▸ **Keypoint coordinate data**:
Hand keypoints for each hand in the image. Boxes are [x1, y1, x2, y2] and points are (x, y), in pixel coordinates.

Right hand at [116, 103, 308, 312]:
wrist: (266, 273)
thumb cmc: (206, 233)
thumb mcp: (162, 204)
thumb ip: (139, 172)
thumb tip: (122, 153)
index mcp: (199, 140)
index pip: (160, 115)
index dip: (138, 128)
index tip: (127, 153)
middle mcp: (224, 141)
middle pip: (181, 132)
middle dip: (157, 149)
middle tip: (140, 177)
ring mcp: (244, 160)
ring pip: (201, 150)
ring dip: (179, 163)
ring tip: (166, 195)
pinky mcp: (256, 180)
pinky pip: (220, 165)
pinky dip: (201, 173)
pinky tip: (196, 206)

▸ **THE PROBLEM**:
Your task is to copy all of the entries exactly.

▸ **WORKED SOLUTION**:
Hand keypoints for each hand in the image. Boxes are [x1, y1, x2, y2] and points are (x, y), in pixel coordinates.

Right hand at [116, 103, 308, 312]:
wrist: (266, 273)
thumb cmc: (206, 233)
thumb mcp: (162, 204)
thumb ip: (139, 172)
thumb tip: (122, 153)
index mcp: (199, 140)
index pip: (160, 115)
index dip: (138, 128)
index tip: (127, 153)
middle mcp: (224, 141)
middle pip: (181, 132)
middle dip: (157, 149)
middle tip: (140, 177)
ring mcp: (244, 160)
ring pip: (201, 150)
ring dip: (179, 163)
ring tip: (166, 195)
pinky mcp: (256, 180)
pinky pip: (220, 165)
pinky dip: (201, 173)
pinky tip: (196, 206)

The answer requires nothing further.